▶ Raw data:
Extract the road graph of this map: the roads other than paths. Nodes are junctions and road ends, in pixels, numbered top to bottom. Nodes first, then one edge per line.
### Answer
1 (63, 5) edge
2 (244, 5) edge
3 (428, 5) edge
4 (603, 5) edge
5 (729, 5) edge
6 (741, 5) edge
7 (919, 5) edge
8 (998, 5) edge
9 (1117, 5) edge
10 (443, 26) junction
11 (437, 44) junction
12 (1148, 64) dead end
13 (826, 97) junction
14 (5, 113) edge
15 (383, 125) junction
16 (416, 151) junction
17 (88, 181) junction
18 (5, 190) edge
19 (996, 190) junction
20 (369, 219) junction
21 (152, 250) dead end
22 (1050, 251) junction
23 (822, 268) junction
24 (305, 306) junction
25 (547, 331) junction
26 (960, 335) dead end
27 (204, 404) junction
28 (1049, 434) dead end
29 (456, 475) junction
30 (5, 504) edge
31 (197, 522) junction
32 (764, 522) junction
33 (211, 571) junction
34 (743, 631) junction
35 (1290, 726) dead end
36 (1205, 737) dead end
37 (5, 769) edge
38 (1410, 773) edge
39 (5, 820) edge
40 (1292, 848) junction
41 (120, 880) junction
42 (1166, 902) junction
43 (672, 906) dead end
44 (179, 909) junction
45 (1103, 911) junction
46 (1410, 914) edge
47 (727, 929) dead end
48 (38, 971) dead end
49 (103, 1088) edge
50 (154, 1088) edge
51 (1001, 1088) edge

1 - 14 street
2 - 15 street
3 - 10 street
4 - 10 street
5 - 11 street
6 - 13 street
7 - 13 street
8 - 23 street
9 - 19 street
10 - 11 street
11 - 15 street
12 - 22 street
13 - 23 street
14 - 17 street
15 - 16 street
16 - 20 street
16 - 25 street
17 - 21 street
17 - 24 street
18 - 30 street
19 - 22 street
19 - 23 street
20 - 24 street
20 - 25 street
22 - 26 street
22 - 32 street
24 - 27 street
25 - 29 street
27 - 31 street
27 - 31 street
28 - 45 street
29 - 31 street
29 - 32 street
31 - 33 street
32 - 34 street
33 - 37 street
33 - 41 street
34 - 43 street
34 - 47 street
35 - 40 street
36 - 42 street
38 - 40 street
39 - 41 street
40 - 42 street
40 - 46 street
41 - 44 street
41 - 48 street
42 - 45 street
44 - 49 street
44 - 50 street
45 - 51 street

▶ Exercise: Whenever the string "dead" shows up in a line of the entries, copy that line.

▶ Your solution:
12 (1148, 64) dead end
21 (152, 250) dead end
26 (960, 335) dead end
28 (1049, 434) dead end
35 (1290, 726) dead end
36 (1205, 737) dead end
43 (672, 906) dead end
47 (727, 929) dead end
48 (38, 971) dead end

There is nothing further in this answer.